(Your assignment):
Should any entry seem unclear, still set it down exactly as given, along with all the others.

##### Data

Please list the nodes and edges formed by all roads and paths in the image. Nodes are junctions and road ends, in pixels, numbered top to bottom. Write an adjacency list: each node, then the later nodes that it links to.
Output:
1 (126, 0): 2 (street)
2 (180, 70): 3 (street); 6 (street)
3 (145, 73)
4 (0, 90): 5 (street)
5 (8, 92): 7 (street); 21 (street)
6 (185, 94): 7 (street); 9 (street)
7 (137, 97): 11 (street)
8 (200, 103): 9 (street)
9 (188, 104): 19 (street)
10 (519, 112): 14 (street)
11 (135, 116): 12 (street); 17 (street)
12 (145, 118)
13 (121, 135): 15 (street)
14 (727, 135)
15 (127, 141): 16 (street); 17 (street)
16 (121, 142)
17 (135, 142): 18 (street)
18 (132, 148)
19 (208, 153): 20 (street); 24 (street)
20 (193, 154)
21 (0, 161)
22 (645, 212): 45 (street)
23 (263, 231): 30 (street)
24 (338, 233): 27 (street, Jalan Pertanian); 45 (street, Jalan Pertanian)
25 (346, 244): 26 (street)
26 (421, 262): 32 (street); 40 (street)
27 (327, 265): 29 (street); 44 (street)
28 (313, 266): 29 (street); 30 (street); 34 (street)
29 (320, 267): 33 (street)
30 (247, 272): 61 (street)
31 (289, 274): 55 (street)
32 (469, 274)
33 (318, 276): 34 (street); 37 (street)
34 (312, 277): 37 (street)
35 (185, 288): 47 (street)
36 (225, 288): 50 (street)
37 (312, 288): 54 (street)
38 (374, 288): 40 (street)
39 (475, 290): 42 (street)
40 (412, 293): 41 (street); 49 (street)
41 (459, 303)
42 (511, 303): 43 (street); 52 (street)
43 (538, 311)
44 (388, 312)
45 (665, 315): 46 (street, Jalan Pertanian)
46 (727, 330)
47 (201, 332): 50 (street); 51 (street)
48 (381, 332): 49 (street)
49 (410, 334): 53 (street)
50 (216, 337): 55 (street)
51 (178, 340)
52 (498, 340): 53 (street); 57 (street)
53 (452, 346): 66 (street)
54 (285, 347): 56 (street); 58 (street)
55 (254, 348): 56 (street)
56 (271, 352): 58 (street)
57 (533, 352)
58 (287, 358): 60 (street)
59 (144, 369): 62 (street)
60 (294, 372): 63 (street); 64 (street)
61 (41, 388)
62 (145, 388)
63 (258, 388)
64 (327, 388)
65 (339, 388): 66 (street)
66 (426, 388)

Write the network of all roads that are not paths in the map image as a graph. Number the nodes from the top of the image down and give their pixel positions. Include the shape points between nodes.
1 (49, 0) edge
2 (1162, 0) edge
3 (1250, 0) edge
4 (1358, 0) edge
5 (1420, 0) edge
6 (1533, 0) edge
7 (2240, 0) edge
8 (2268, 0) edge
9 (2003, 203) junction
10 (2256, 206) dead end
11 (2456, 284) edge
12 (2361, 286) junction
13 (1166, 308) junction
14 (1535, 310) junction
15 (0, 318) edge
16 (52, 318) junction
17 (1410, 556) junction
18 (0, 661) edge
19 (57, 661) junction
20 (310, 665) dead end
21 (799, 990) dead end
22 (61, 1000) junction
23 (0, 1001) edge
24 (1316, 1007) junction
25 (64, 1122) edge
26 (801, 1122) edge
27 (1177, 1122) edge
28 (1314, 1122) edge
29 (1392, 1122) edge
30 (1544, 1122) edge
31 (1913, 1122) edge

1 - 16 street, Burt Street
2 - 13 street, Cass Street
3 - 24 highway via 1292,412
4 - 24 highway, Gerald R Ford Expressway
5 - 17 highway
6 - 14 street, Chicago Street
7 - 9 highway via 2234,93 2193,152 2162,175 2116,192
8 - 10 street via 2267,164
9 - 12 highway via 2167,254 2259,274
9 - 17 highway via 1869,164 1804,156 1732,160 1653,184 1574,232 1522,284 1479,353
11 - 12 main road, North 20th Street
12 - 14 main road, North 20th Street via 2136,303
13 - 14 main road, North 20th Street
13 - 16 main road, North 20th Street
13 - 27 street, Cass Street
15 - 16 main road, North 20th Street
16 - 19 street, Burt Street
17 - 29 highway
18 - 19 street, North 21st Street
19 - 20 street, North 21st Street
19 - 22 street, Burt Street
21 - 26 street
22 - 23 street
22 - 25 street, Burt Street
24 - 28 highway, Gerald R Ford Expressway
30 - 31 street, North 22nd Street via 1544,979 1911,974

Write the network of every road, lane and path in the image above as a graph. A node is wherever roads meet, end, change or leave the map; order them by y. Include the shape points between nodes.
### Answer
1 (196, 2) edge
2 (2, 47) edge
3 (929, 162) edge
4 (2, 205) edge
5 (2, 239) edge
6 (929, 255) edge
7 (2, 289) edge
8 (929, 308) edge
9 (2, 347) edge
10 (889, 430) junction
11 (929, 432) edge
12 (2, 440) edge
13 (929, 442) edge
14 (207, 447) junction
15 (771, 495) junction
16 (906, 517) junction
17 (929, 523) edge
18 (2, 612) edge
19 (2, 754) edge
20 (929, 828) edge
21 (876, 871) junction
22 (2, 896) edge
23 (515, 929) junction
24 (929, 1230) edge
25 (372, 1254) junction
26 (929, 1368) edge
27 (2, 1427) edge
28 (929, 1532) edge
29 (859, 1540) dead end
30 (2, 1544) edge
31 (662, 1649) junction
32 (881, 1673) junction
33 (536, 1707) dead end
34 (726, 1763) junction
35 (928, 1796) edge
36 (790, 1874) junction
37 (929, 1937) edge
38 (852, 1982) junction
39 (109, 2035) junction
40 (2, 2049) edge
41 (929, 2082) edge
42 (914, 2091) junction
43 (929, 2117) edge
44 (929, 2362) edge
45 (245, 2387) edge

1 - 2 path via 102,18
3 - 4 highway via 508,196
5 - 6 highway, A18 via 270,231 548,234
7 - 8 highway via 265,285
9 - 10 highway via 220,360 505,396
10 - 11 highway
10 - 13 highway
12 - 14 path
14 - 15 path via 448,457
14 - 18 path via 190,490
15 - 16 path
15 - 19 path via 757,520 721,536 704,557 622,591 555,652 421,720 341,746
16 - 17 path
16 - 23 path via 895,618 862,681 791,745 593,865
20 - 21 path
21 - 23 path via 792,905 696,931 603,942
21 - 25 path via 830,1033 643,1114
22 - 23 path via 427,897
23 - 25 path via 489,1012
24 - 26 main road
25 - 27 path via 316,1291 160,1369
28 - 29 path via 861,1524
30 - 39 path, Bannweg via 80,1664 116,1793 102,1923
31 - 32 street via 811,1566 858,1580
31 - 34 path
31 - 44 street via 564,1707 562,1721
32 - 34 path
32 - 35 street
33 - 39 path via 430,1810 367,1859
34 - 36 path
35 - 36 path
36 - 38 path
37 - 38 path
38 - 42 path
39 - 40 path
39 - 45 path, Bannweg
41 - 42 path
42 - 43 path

##########

(Exercise response):
Please list the nodes and edges formed by all roads and paths in the image. Nodes are junctions and road ends, in pixels, numbered top to bottom. Write an adjacency list: each node, then the later nodes that it links to.
Output:
1 (126, 0): 2 (street)
2 (180, 70): 3 (street); 6 (street)
3 (145, 73)
4 (0, 90): 5 (street)
5 (8, 92): 7 (street); 21 (street)
6 (185, 94): 7 (street); 9 (street)
7 (137, 97): 11 (street)
8 (200, 103): 9 (street)
9 (188, 104): 19 (street)
10 (519, 112): 14 (street)
11 (135, 116): 12 (street); 17 (street)
12 (145, 118)
13 (121, 135): 15 (street)
14 (727, 135)
15 (127, 141): 16 (street); 17 (street)
16 (121, 142)
17 (135, 142): 18 (street)
18 (132, 148)
19 (208, 153): 20 (street); 24 (street)
20 (193, 154)
21 (0, 161)
22 (645, 212): 45 (street)
23 (263, 231): 30 (street)
24 (338, 233): 27 (street, Jalan Pertanian); 45 (street, Jalan Pertanian)
25 (346, 244): 26 (street)
26 (421, 262): 32 (street); 40 (street)
27 (327, 265): 29 (street); 44 (street)
28 (313, 266): 29 (street); 30 (street); 34 (street)
29 (320, 267): 33 (street)
30 (247, 272): 61 (street)
31 (289, 274): 55 (street)
32 (469, 274)
33 (318, 276): 34 (street); 37 (street)
34 (312, 277): 37 (street)
35 (185, 288): 47 (street)
36 (225, 288): 50 (street)
37 (312, 288): 54 (street)
38 (374, 288): 40 (street)
39 (475, 290): 42 (street)
40 (412, 293): 41 (street); 49 (street)
41 (459, 303)
42 (511, 303): 43 (street); 52 (street)
43 (538, 311)
44 (388, 312)
45 (665, 315): 46 (street, Jalan Pertanian)
46 (727, 330)
47 (201, 332): 50 (street); 51 (street)
48 (381, 332): 49 (street)
49 (410, 334): 53 (street)
50 (216, 337): 55 (street)
51 (178, 340)
52 (498, 340): 53 (street); 57 (street)
53 (452, 346): 66 (street)
54 (285, 347): 56 (street); 58 (street)
55 (254, 348): 56 (street)
56 (271, 352): 58 (street)
57 (533, 352)
58 (287, 358): 60 (street)
59 (144, 369): 62 (street)
60 (294, 372): 63 (street); 64 (street)
61 (41, 388)
62 (145, 388)
63 (258, 388)
64 (327, 388)
65 (339, 388): 66 (street)
66 (426, 388)

Write the network of all roads that are not paths in the map image as a graph. Number the nodes from the top of the image down and give their pixel positions. Include the shape points between nodes.
1 (49, 0) edge
2 (1162, 0) edge
3 (1250, 0) edge
4 (1358, 0) edge
5 (1420, 0) edge
6 (1533, 0) edge
7 (2240, 0) edge
8 (2268, 0) edge
9 (2003, 203) junction
10 (2256, 206) dead end
11 (2456, 284) edge
12 (2361, 286) junction
13 (1166, 308) junction
14 (1535, 310) junction
15 (0, 318) edge
16 (52, 318) junction
17 (1410, 556) junction
18 (0, 661) edge
19 (57, 661) junction
20 (310, 665) dead end
21 (799, 990) dead end
22 (61, 1000) junction
23 (0, 1001) edge
24 (1316, 1007) junction
25 (64, 1122) edge
26 (801, 1122) edge
27 (1177, 1122) edge
28 (1314, 1122) edge
29 (1392, 1122) edge
30 (1544, 1122) edge
31 (1913, 1122) edge

1 - 16 street, Burt Street
2 - 13 street, Cass Street
3 - 24 highway via 1292,412
4 - 24 highway, Gerald R Ford Expressway
5 - 17 highway
6 - 14 street, Chicago Street
7 - 9 highway via 2234,93 2193,152 2162,175 2116,192
8 - 10 street via 2267,164
9 - 12 highway via 2167,254 2259,274
9 - 17 highway via 1869,164 1804,156 1732,160 1653,184 1574,232 1522,284 1479,353
11 - 12 main road, North 20th Street
12 - 14 main road, North 20th Street via 2136,303
13 - 14 main road, North 20th Street
13 - 16 main road, North 20th Street
13 - 27 street, Cass Street
15 - 16 main road, North 20th Street
16 - 19 street, Burt Street
17 - 29 highway
18 - 19 street, North 21st Street
19 - 20 street, North 21st Street
19 - 22 street, Burt Street
21 - 26 street
22 - 23 street
22 - 25 street, Burt Street
24 - 28 highway, Gerald R Ford Expressway
30 - 31 street, North 22nd Street via 1544,979 1911,974

Write the network of every road, lane and path in the image above as a graph. A node is wherever roads meet, end, change or leave the map; order them by y. Include the shape points between nodes.
### Answer
1 (196, 2) edge
2 (2, 47) edge
3 (929, 162) edge
4 (2, 205) edge
5 (2, 239) edge
6 (929, 255) edge
7 (2, 289) edge
8 (929, 308) edge
9 (2, 347) edge
10 (889, 430) junction
11 (929, 432) edge
12 (2, 440) edge
13 (929, 442) edge
14 (207, 447) junction
15 (771, 495) junction
16 (906, 517) junction
17 (929, 523) edge
18 (2, 612) edge
19 (2, 754) edge
20 (929, 828) edge
21 (876, 871) junction
22 (2, 896) edge
23 (515, 929) junction
24 (929, 1230) edge
25 (372, 1254) junction
26 (929, 1368) edge
27 (2, 1427) edge
28 (929, 1532) edge
29 (859, 1540) dead end
30 (2, 1544) edge
31 (662, 1649) junction
32 (881, 1673) junction
33 (536, 1707) dead end
34 (726, 1763) junction
35 (928, 1796) edge
36 (790, 1874) junction
37 (929, 1937) edge
38 (852, 1982) junction
39 (109, 2035) junction
40 (2, 2049) edge
41 (929, 2082) edge
42 (914, 2091) junction
43 (929, 2117) edge
44 (929, 2362) edge
45 (245, 2387) edge

1 - 2 path via 102,18
3 - 4 highway via 508,196
5 - 6 highway, A18 via 270,231 548,234
7 - 8 highway via 265,285
9 - 10 highway via 220,360 505,396
10 - 11 highway
10 - 13 highway
12 - 14 path
14 - 15 path via 448,457
14 - 18 path via 190,490
15 - 16 path
15 - 19 path via 757,520 721,536 704,557 622,591 555,652 421,720 341,746
16 - 17 path
16 - 23 path via 895,618 862,681 791,745 593,865
20 - 21 path
21 - 23 path via 792,905 696,931 603,942
21 - 25 path via 830,1033 643,1114
22 - 23 path via 427,897
23 - 25 path via 489,1012
24 - 26 main road
25 - 27 path via 316,1291 160,1369
28 - 29 path via 861,1524
30 - 39 path, Bannweg via 80,1664 116,1793 102,1923
31 - 32 street via 811,1566 858,1580
31 - 34 path
31 - 44 street via 564,1707 562,1721
32 - 34 path
32 - 35 street
33 - 39 path via 430,1810 367,1859
34 - 36 path
35 - 36 path
36 - 38 path
37 - 38 path
38 - 42 path
39 - 40 path
39 - 45 path, Bannweg
41 - 42 path
42 - 43 path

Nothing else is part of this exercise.